Keep the images out and copy every entry below exactly.

◇ ◇ ◇

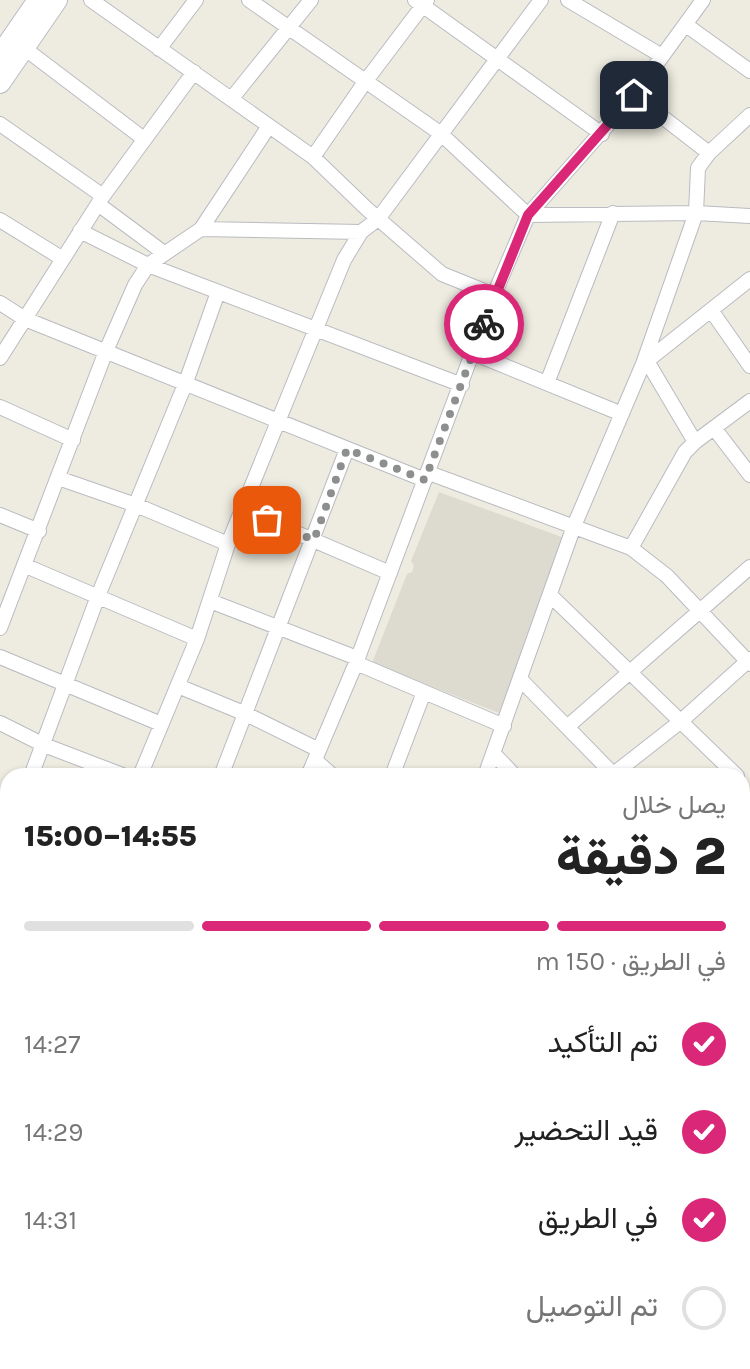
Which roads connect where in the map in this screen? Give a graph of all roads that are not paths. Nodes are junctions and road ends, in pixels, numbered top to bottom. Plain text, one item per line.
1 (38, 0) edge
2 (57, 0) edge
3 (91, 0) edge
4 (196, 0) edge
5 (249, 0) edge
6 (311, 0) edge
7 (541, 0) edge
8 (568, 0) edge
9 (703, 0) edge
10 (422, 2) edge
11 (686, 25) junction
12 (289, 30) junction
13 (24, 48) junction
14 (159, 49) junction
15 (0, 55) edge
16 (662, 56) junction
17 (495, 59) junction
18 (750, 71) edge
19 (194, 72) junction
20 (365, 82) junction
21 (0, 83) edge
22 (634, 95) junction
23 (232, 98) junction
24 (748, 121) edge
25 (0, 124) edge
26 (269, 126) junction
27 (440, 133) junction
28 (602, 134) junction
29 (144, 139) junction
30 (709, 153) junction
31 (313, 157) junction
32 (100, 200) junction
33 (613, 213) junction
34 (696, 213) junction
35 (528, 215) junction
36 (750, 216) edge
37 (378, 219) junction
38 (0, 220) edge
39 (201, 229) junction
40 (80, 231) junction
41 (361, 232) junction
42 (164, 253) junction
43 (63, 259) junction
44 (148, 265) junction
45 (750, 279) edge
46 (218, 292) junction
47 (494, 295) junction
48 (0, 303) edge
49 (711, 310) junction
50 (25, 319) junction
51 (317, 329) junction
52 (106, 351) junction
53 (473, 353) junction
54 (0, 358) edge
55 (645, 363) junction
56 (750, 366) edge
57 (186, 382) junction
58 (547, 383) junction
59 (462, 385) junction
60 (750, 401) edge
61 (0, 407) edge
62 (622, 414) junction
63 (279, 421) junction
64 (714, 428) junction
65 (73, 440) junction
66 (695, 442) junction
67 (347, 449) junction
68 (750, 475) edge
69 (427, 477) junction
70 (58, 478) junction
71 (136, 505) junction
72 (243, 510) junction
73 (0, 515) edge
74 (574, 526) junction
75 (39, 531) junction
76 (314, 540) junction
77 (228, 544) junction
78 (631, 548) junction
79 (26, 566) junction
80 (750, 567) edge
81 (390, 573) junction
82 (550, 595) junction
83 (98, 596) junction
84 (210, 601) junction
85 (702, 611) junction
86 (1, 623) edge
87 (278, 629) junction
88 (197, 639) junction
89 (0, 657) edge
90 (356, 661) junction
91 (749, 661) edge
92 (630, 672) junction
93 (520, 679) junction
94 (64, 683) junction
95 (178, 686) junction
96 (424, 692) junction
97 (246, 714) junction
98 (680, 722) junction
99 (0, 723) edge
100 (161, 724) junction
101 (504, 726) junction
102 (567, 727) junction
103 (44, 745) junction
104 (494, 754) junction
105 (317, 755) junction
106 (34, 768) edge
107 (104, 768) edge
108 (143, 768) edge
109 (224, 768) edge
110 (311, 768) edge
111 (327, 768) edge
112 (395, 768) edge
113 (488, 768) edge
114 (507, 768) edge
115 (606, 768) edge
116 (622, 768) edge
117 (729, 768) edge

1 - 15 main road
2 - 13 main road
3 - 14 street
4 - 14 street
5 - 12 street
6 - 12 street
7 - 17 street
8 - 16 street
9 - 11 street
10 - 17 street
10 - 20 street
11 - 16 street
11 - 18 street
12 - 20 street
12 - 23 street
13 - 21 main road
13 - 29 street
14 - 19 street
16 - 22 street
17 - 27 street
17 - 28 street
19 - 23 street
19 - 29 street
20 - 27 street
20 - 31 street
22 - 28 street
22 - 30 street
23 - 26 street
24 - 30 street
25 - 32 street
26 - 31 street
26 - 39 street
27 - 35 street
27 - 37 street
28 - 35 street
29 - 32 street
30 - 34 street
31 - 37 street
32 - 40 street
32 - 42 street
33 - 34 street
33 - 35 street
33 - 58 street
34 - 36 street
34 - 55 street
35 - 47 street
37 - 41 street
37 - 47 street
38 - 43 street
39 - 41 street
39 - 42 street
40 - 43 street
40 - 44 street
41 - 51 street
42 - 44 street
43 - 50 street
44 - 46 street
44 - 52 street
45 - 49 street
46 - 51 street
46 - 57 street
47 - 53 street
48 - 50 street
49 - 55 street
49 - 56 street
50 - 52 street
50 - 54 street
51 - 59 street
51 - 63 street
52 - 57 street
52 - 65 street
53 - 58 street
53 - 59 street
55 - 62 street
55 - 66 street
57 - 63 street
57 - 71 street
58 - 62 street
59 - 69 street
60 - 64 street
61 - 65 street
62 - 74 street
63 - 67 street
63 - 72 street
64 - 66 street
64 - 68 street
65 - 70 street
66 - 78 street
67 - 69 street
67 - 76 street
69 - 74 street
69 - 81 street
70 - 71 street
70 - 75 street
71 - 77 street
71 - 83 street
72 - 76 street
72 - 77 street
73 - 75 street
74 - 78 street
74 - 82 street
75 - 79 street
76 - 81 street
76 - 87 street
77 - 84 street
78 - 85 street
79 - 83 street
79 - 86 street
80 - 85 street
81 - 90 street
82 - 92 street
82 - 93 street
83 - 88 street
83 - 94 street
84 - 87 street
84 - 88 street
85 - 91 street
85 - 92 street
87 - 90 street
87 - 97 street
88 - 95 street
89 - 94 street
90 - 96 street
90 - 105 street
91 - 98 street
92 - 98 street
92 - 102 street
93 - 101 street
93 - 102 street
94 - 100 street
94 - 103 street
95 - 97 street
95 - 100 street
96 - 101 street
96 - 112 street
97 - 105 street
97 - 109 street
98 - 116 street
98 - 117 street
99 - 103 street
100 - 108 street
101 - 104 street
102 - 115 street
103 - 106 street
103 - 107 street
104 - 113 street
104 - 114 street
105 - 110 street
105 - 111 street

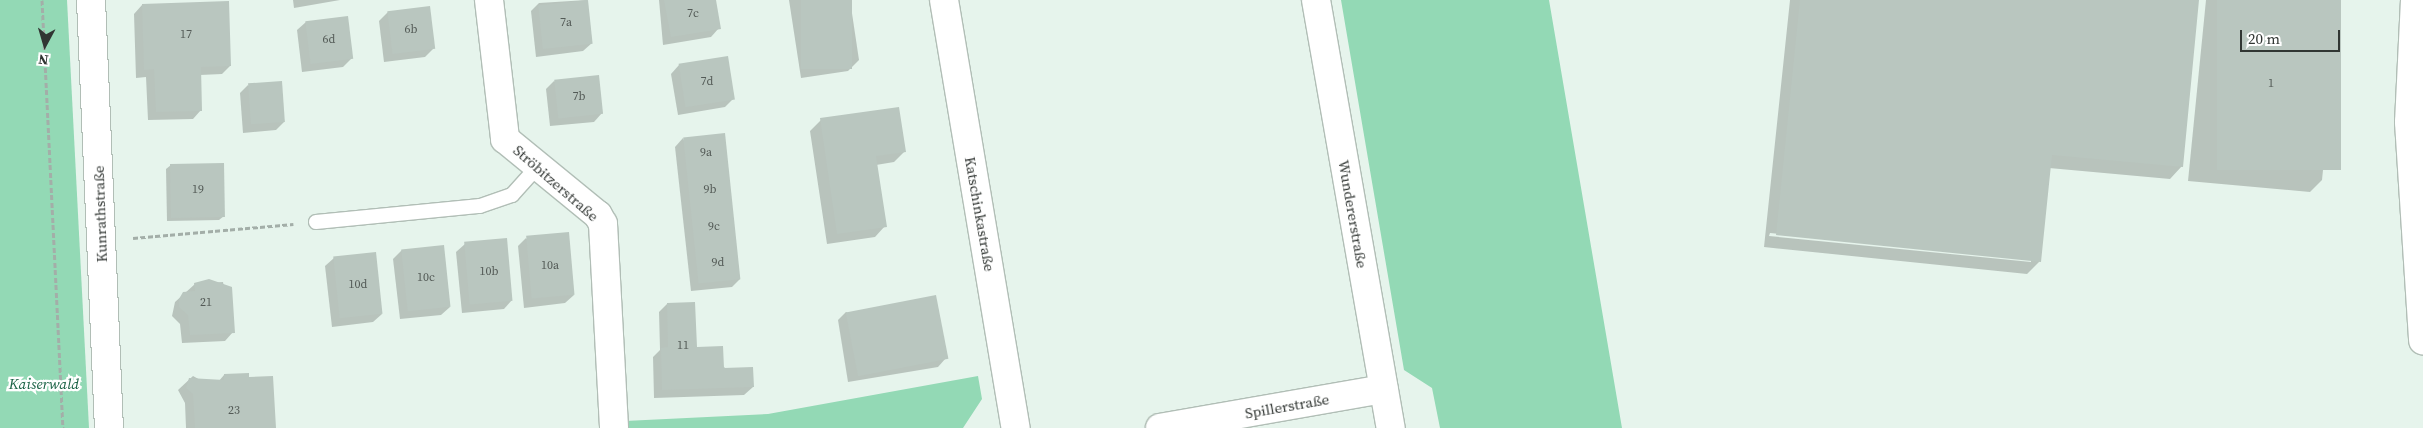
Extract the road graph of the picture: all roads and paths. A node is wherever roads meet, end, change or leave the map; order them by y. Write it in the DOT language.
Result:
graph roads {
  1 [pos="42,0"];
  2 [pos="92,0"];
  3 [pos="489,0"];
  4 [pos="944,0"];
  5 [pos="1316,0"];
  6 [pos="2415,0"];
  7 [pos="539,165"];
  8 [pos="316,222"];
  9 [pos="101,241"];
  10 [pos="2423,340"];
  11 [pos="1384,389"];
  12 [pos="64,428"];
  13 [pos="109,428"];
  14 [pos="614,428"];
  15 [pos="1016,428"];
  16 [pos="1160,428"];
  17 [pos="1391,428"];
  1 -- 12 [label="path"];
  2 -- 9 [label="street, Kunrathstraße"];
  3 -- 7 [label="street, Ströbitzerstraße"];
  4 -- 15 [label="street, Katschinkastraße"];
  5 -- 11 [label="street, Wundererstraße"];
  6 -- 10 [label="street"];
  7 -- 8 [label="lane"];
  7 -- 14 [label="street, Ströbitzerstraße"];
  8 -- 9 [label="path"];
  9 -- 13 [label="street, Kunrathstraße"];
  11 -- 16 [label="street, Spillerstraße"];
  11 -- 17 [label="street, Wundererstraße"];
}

◇ ◇ ◇

WRITTEN SOLUTION =>
Which roads connect where in the map in this screen? Give a graph of all roads that are not paths. Nodes are junctions and road ends, in pixels, numbered top to bottom. Plain text, one item per line.
1 (38, 0) edge
2 (57, 0) edge
3 (91, 0) edge
4 (196, 0) edge
5 (249, 0) edge
6 (311, 0) edge
7 (541, 0) edge
8 (568, 0) edge
9 (703, 0) edge
10 (422, 2) edge
11 (686, 25) junction
12 (289, 30) junction
13 (24, 48) junction
14 (159, 49) junction
15 (0, 55) edge
16 (662, 56) junction
17 (495, 59) junction
18 (750, 71) edge
19 (194, 72) junction
20 (365, 82) junction
21 (0, 83) edge
22 (634, 95) junction
23 (232, 98) junction
24 (748, 121) edge
25 (0, 124) edge
26 (269, 126) junction
27 (440, 133) junction
28 (602, 134) junction
29 (144, 139) junction
30 (709, 153) junction
31 (313, 157) junction
32 (100, 200) junction
33 (613, 213) junction
34 (696, 213) junction
35 (528, 215) junction
36 (750, 216) edge
37 (378, 219) junction
38 (0, 220) edge
39 (201, 229) junction
40 (80, 231) junction
41 (361, 232) junction
42 (164, 253) junction
43 (63, 259) junction
44 (148, 265) junction
45 (750, 279) edge
46 (218, 292) junction
47 (494, 295) junction
48 (0, 303) edge
49 (711, 310) junction
50 (25, 319) junction
51 (317, 329) junction
52 (106, 351) junction
53 (473, 353) junction
54 (0, 358) edge
55 (645, 363) junction
56 (750, 366) edge
57 (186, 382) junction
58 (547, 383) junction
59 (462, 385) junction
60 (750, 401) edge
61 (0, 407) edge
62 (622, 414) junction
63 (279, 421) junction
64 (714, 428) junction
65 (73, 440) junction
66 (695, 442) junction
67 (347, 449) junction
68 (750, 475) edge
69 (427, 477) junction
70 (58, 478) junction
71 (136, 505) junction
72 (243, 510) junction
73 (0, 515) edge
74 (574, 526) junction
75 (39, 531) junction
76 (314, 540) junction
77 (228, 544) junction
78 (631, 548) junction
79 (26, 566) junction
80 (750, 567) edge
81 (390, 573) junction
82 (550, 595) junction
83 (98, 596) junction
84 (210, 601) junction
85 (702, 611) junction
86 (1, 623) edge
87 (278, 629) junction
88 (197, 639) junction
89 (0, 657) edge
90 (356, 661) junction
91 (749, 661) edge
92 (630, 672) junction
93 (520, 679) junction
94 (64, 683) junction
95 (178, 686) junction
96 (424, 692) junction
97 (246, 714) junction
98 (680, 722) junction
99 (0, 723) edge
100 (161, 724) junction
101 (504, 726) junction
102 (567, 727) junction
103 (44, 745) junction
104 (494, 754) junction
105 (317, 755) junction
106 (34, 768) edge
107 (104, 768) edge
108 (143, 768) edge
109 (224, 768) edge
110 (311, 768) edge
111 (327, 768) edge
112 (395, 768) edge
113 (488, 768) edge
114 (507, 768) edge
115 (606, 768) edge
116 (622, 768) edge
117 (729, 768) edge

1 - 15 main road
2 - 13 main road
3 - 14 street
4 - 14 street
5 - 12 street
6 - 12 street
7 - 17 street
8 - 16 street
9 - 11 street
10 - 17 street
10 - 20 street
11 - 16 street
11 - 18 street
12 - 20 street
12 - 23 street
13 - 21 main road
13 - 29 street
14 - 19 street
16 - 22 street
17 - 27 street
17 - 28 street
19 - 23 street
19 - 29 street
20 - 27 street
20 - 31 street
22 - 28 street
22 - 30 street
23 - 26 street
24 - 30 street
25 - 32 street
26 - 31 street
26 - 39 street
27 - 35 street
27 - 37 street
28 - 35 street
29 - 32 street
30 - 34 street
31 - 37 street
32 - 40 street
32 - 42 street
33 - 34 street
33 - 35 street
33 - 58 street
34 - 36 street
34 - 55 street
35 - 47 street
37 - 41 street
37 - 47 street
38 - 43 street
39 - 41 street
39 - 42 street
40 - 43 street
40 - 44 street
41 - 51 street
42 - 44 street
43 - 50 street
44 - 46 street
44 - 52 street
45 - 49 street
46 - 51 street
46 - 57 street
47 - 53 street
48 - 50 street
49 - 55 street
49 - 56 street
50 - 52 street
50 - 54 street
51 - 59 street
51 - 63 street
52 - 57 street
52 - 65 street
53 - 58 street
53 - 59 street
55 - 62 street
55 - 66 street
57 - 63 street
57 - 71 street
58 - 62 street
59 - 69 street
60 - 64 street
61 - 65 street
62 - 74 street
63 - 67 street
63 - 72 street
64 - 66 street
64 - 68 street
65 - 70 street
66 - 78 street
67 - 69 street
67 - 76 street
69 - 74 street
69 - 81 street
70 - 71 street
70 - 75 street
71 - 77 street
71 - 83 street
72 - 76 street
72 - 77 street
73 - 75 street
74 - 78 street
74 - 82 street
75 - 79 street
76 - 81 street
76 - 87 street
77 - 84 street
78 - 85 street
79 - 83 street
79 - 86 street
80 - 85 street
81 - 90 street
82 - 92 street
82 - 93 street
83 - 88 street
83 - 94 street
84 - 87 street
84 - 88 street
85 - 91 street
85 - 92 street
87 - 90 street
87 - 97 street
88 - 95 street
89 - 94 street
90 - 96 street
90 - 105 street
91 - 98 street
92 - 98 street
92 - 102 street
93 - 101 street
93 - 102 street
94 - 100 street
94 - 103 street
95 - 97 street
95 - 100 street
96 - 101 street
96 - 112 street
97 - 105 street
97 - 109 street
98 - 116 street
98 - 117 street
99 - 103 street
100 - 108 street
101 - 104 street
102 - 115 street
103 - 106 street
103 - 107 street
104 - 113 street
104 - 114 street
105 - 110 street
105 - 111 street

Extract the road graph of the picture: all roads and paths. A node is wherever roads meet, end, change or leave the map; order them by y. Write it in the DOT language.
Result:
graph roads {
  1 [pos="42,0"];
  2 [pos="92,0"];
  3 [pos="489,0"];
  4 [pos="944,0"];
  5 [pos="1316,0"];
  6 [pos="2415,0"];
  7 [pos="539,165"];
  8 [pos="316,222"];
  9 [pos="101,241"];
  10 [pos="2423,340"];
  11 [pos="1384,389"];
  12 [pos="64,428"];
  13 [pos="109,428"];
  14 [pos="614,428"];
  15 [pos="1016,428"];
  16 [pos="1160,428"];
  17 [pos="1391,428"];
  1 -- 12 [label="path"];
  2 -- 9 [label="street, Kunrathstraße"];
  3 -- 7 [label="street, Ströbitzerstraße"];
  4 -- 15 [label="street, Katschinkastraße"];
  5 -- 11 [label="street, Wundererstraße"];
  6 -- 10 [label="street"];
  7 -- 8 [label="lane"];
  7 -- 14 [label="street, Ströbitzerstraße"];
  8 -- 9 [label="path"];
  9 -- 13 [label="street, Kunrathstraße"];
  11 -- 16 [label="street, Spillerstraße"];
  11 -- 17 [label="street, Wundererstraße"];
}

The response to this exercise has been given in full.